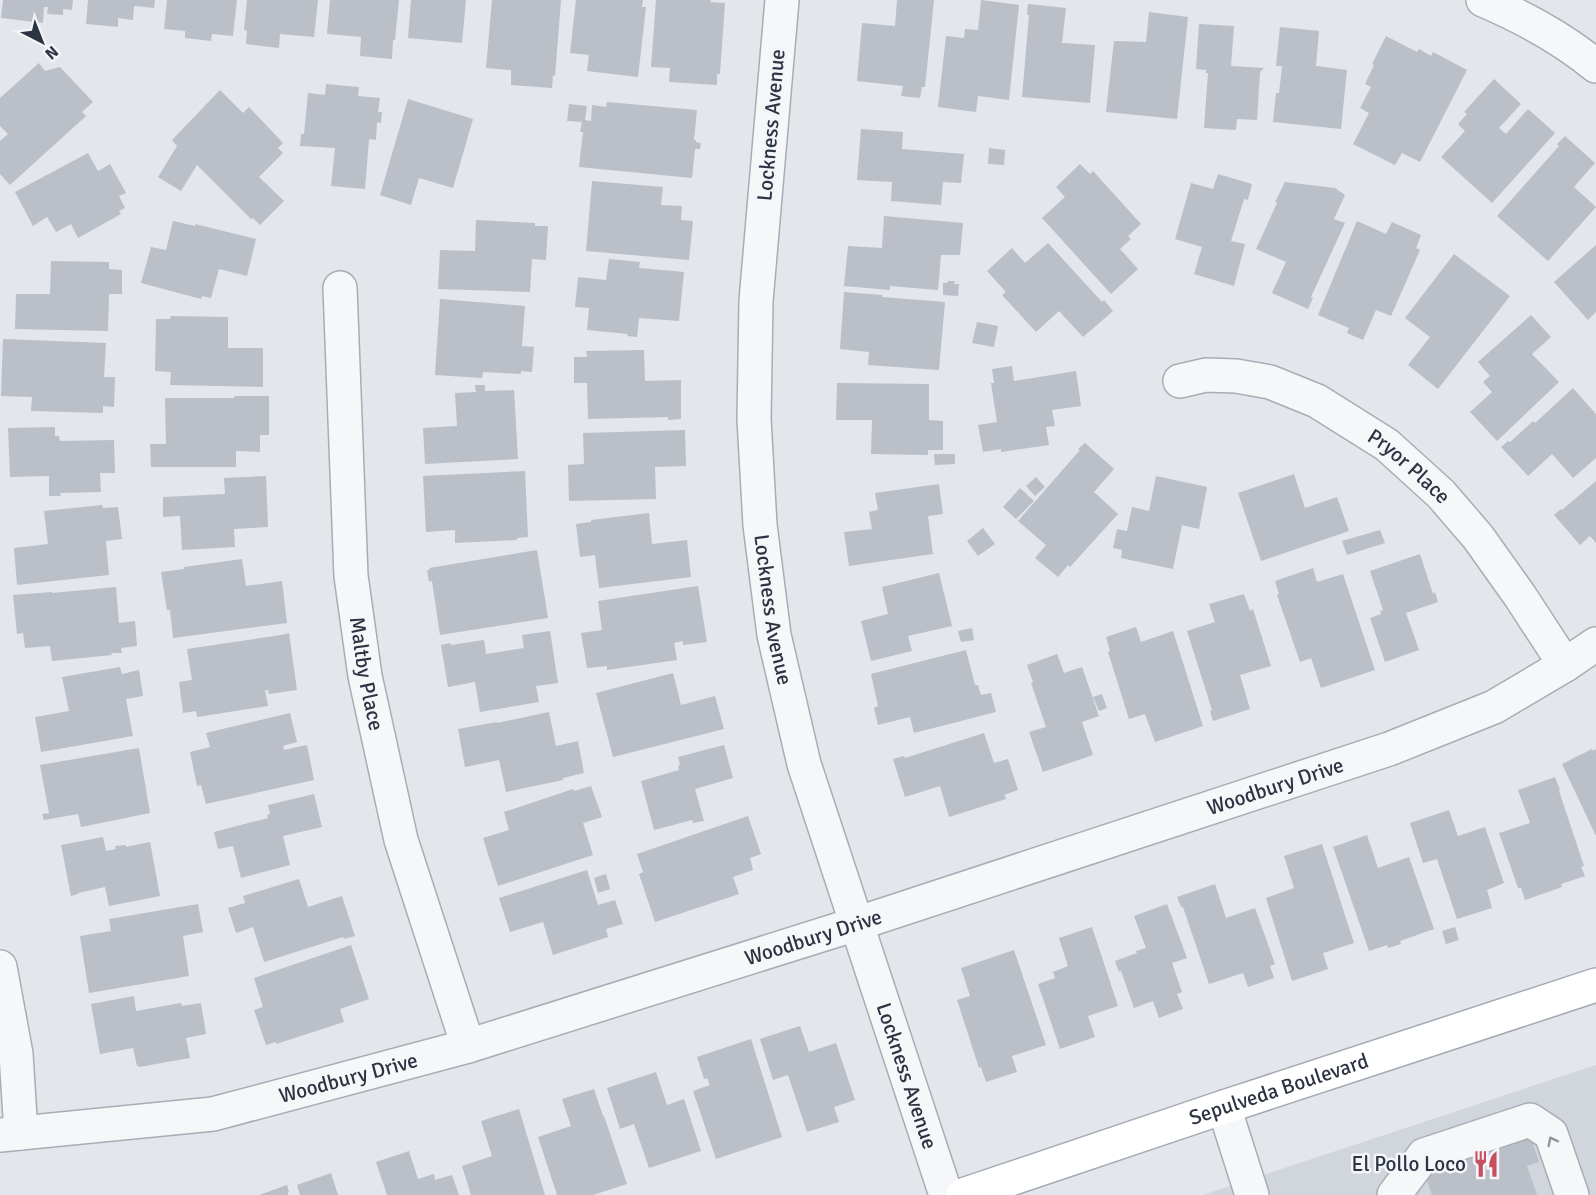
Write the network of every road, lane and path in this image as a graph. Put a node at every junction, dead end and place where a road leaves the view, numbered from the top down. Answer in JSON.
{"nodes":[{"id":1,"x":782,"y":0,"type":"edge"},
{"id":2,"x":1483,"y":0,"type":"edge"},
{"id":3,"x":1596,"y":66,"type":"edge"},
{"id":4,"x":340,"y":288,"type":"dead end"},
{"id":5,"x":1180,"y":381,"type":"dead end"},
{"id":6,"x":1596,"y":644,"type":"edge"},
{"id":7,"x":1565,"y":665,"type":"junction"},
{"id":8,"x":856,"y":924,"type":"junction"},
{"id":9,"x":0,"y":967,"type":"edge"},
{"id":10,"x":1596,"y":985,"type":"edge"},
{"id":11,"x":468,"y":1046,"type":"junction"},
{"id":12,"x":1224,"y":1107,"type":"junction"},
{"id":13,"x":11,"y":1134,"type":"edge"},
{"id":14,"x":946,"y":1195,"type":"edge"},
{"id":15,"x":963,"y":1195,"type":"edge"},
{"id":16,"x":1252,"y":1195,"type":"edge"},
{"id":17,"x":1394,"y":1195,"type":"edge"},
{"id":18,"x":1572,"y":1195,"type":"edge"}],
"edges":[{"from":1,"to":8,"type":"street","name":"Lockness Avenue"},
{"from":2,"to":3,"type":"street"},
{"from":4,"to":11,"type":"street","name":"Maltby Place"},
{"from":5,"to":7,"type":"street","name":"Pryor Place"},
{"from":6,"to":7,"type":"street","name":"Woodbury Drive"},
{"from":7,"to":8,"type":"street","name":"Woodbury Drive"},
{"from":8,"to":11,"type":"street","name":"Woodbury Drive"},
{"from":8,"to":14,"type":"street","name":"Lockness Avenue"},
{"from":9,"to":13,"type":"street"},
{"from":10,"to":12,"type":"main road","name":"Sepulveda Boulevard"},
{"from":11,"to":13,"type":"street","name":"Woodbury Drive"},
{"from":12,"to":15,"type":"main road","name":"Sepulveda Boulevard"},
{"from":12,"to":16,"type":"street"},
{"from":18,"to":17,"type":"street","one_way":true}]}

= = = = = = =

PROBLEM TO WORK ON ▸ Reply with the number of lines in the preceding entries that contain "street", and no other words.

REPLY ▸ 12